I was elated with my phone. It had a gorgeous interface. The only quirk I had was that there wasn’t a plentiful selection from their App Store. The wildly popular apps that were available for IOS and Android were not to be found for Windows. If anything, there would be a questionable and cheap imitation of it. I’ve lived my life without apps before, so it wasn’t really that big of a deal.
I had the mobile platform for about two years, and all that time I have not had one single robocall. I received one spam-related text message. But I never got robocalls, solicitors, nothing.

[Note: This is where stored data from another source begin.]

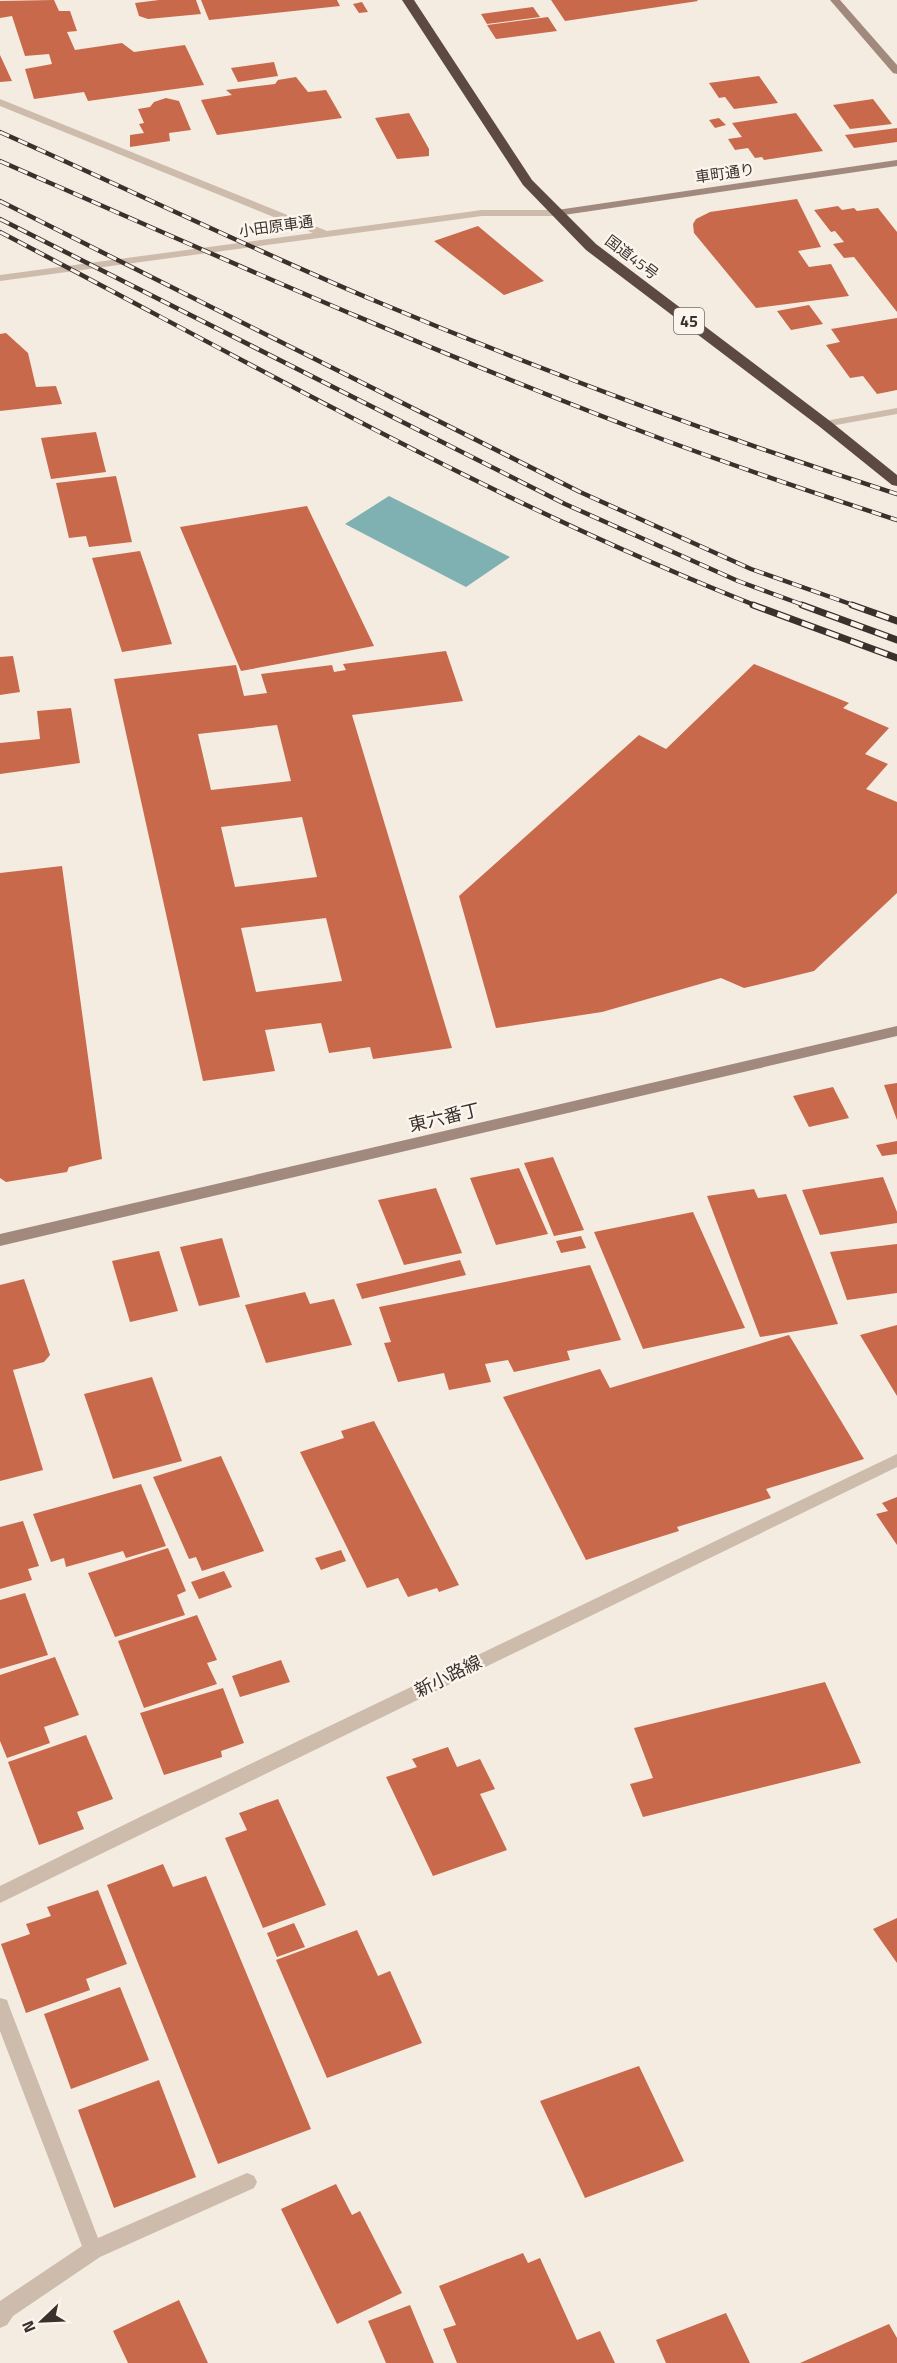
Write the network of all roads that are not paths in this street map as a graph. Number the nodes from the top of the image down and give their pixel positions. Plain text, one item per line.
1 (408, 0) edge
2 (835, 0) edge
3 (897, 71) edge
4 (0, 102) edge
5 (897, 163) edge
6 (557, 213) junction
7 (326, 235) junction
8 (0, 278) edge
9 (897, 411) edge
10 (825, 424) junction
11 (897, 482) edge
12 (897, 1031) edge
13 (0, 1240) edge
14 (897, 1460) edge
15 (0, 1895) edge
16 (0, 2006) edge
17 (247, 2182) dead end
18 (93, 2250) junction
19 (0, 2318) edge

1 - 6 highway, 国道45号 / 45
2 - 3 street
4 - 7 street
5 - 6 street, 車町通り
6 - 7 street, 小田原車通
6 - 10 highway, 国道45号 / 45
7 - 8 street, 小田原車通
9 - 10 street
10 - 11 highway, 国道45号 / 45
12 - 13 street, 東六番丁
14 - 15 street, 新小路線
16 - 18 street
17 - 18 street
18 - 19 street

One day Microsoft announced that they are discontinuing updates for the mobile platform. I wasn’t down with that, so I decided to part with my beloved phone and went back to the iPhone, my first love. I purchased the 7-Plus and it was a whole different world.
It was a different world alright. Not only did I have access to all these wildly popular apps, I also inadvertently gave away my IP address.
The robocalls were happening shortly after I got the iPhone. The majority of numbers would include the local area code and the first three digits of your own number. Sometimes they would leave a message. There were some where I thought I won the vacation of my dreams, and others where I thought the IRS would put me in jail. What an exciting and lucrative life I lead.
Most of the time, the messages contained nothing but static. Static in my attic from Channel Z (that’s a lyric from “Channel Z” by B-52’s to all you youngins’).
I would get up to ten calls a day. Sure, I can let them go to voicemail, but that’s an awful lot of nonsense ringing I have to endure. Why should I be privy to some jackoff and let them get away with it?
I did everything I could to appear less noticeable. My number has been on the “Do Not Call” list ever since the dawn of man. Obviously, it does no good anymore. I cleared my web data daily. I disabled my cookies. Checked and double checked my privacy settings. Everything was in check. I was still getting hounded. What’s left?
The IP address. BOOM.
I decided to invest in a VPN. Now, I only get one or two calls a week at the most.
What’s happening is this: There is some sort of agreement between Android, iPhone, and any cell phone provider they are in connection with (pun intended), that they can give away your IP address to anyone they can potentially make money from. I’m sure this is written someone in the cell provider’s legal privacy jargon to prevent litigation.
What you can do: Subscribe to a VPN and rotate your IP constantly. It also doesn’t hurt to clear out web data, and enable the cookies only if they’re really needed.
Yes, you can get an app to block numbers. But really, why the hell would you do that? WHY? You are only asking for trouble by giving them more access to whatever information is stored on your device, and it’s counter-productive. Besides, blocking numbers won’t stop a hacker from getting your information. They have your provider’s IP, and that IP alone tells them everything they need to know.
No, I will not recommend a service. I am not a commercial for anyone and I’m not getting paid for this. But I am in a generous mood by sharing what I know and I’m a fierce advocate for protecting whatever privacy we have left.
As an added bonus, VPN service is also tax-deductible. Ask your accountant how this is possible.